What were the primary reasons behind the way in which early libraries organised entries in their catalogues?
Essentially to enable users to physically locate the documents. Included titles, number of lines in the work (Alexandria, Rome), and an attempt at colocation - subdivision by language (Latin vs Greek) and by subject, and then by author (Rome, with influences from Greece).
Which library first applied the modern principles of authorship?
The Bodleian (Oxford University), in its 3rd edition, 1674.
What are those principles?
-bibliographic control of the author's name - e.g. selecting one standardised form.
-cross-referencing from psuedonyms to the real name.
-entering translations under the name of the original author
-treating anonymous works systematically
Why did cataloguers draw a distinction between providing descriptive and subject access?

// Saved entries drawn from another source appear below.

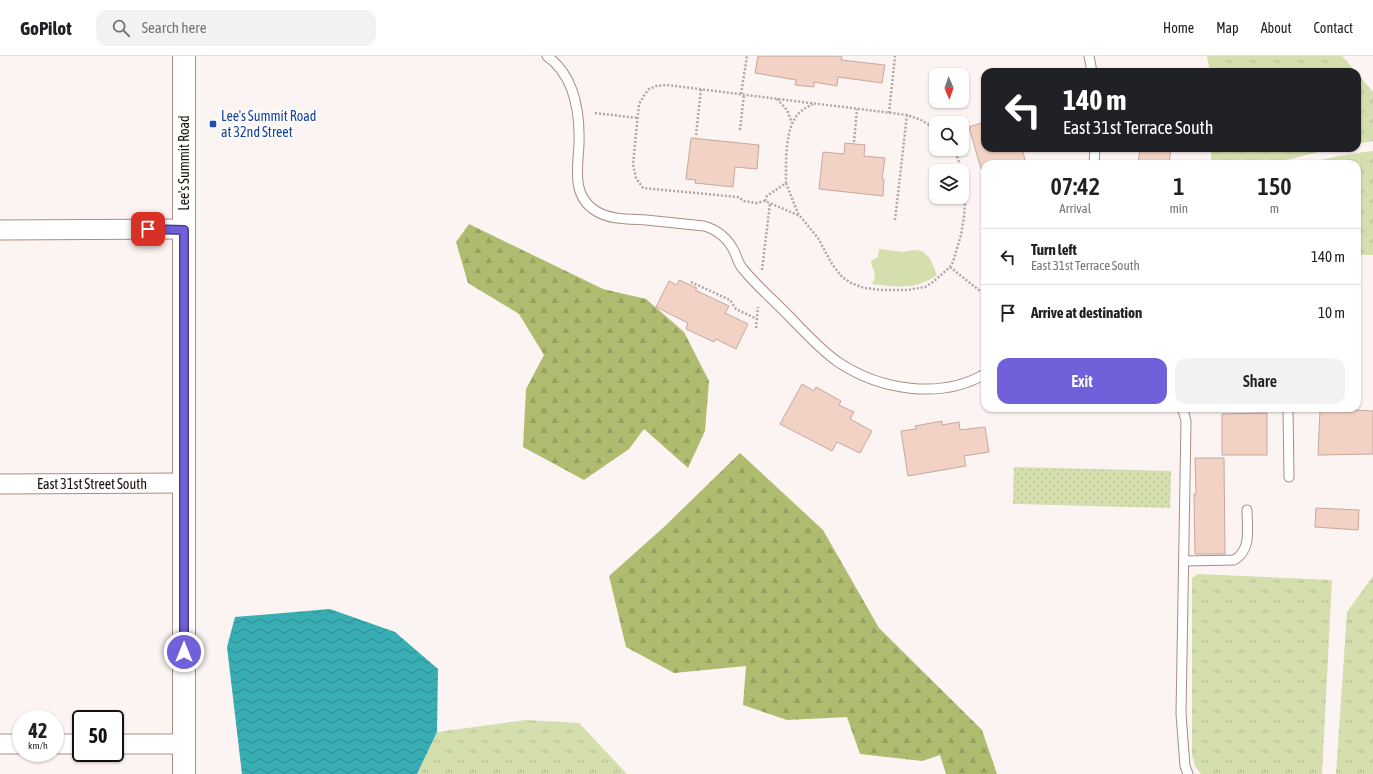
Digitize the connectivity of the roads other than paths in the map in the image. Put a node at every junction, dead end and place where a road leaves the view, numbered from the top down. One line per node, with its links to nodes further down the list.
1 (184, 56): 6 (main road, Lee's Summit Road)
2 (547, 56): 7 (lane)
3 (1088, 56): 4 (lane)
4 (1091, 68)
5 (0, 230): 6 (street)
6 (184, 230): 11 (main road, Lee's Summit Road)
7 (981, 376)
8 (1184, 412): 14 (lane)
9 (1288, 412): 10 (lane)
10 (1289, 477)
11 (184, 483): 12 (street, East 31st Street South); 18 (main road, Lee's Summit Road)
12 (0, 484)
13 (1247, 510): 14 (lane)
14 (1184, 561): 20 (lane)
15 (0, 744): 16 (street)
16 (12, 744)
17 (124, 744): 18 (street)
18 (184, 744): 19 (main road, Lee's Summit Road)
19 (184, 774)
20 (1188, 774)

- Why did Cutter say 'no code of cataloguing could be adopted in all points by everyone?'
Because the users of that code will have widely different needs - he draws the distinction between libraries for study and libraries for reading (presumeably by "reading" he means reading for pleasure, e.g. public libraries). He's right. Small libraries don't need to catalogue to the same level of detail as LOC would.
- Why did he say cataloguing was an art, not a science?
Presumeably because there were always going to be subjective, intuitive elements to it, and no amount of rules could ever enable someone to blindly catalogue, it would always involve human input and interpretation. We'll never get automatic machine cataloguing. I agree with him, in other words.
4. Will cataloguing codes still be necessary in the future?
Oh yes. Just look at the development of standards within the computer world, and what are they but cataloguing codes? (see especially Dublin Core). The only way cataloguing will become unnecessary is if we develop text/data mining that is far, far more sophisticated than we have now. Possibly to a level that isn't even possible, although a lot of things have taken place that weren't thought possible.
5. Bibliographic community - farsighted in use of standards?
Why, because if they hadn't been it would be very difficult to catalogue consistently now, which would mean that we would be unable to share resources (especially bibliographic records) to the extent that we now do. I generally agree, but should note that the early adoption of standards can leave you with a poor standard. Look at DDC or MARC, both of which would be far, far different if they were built from scratch now.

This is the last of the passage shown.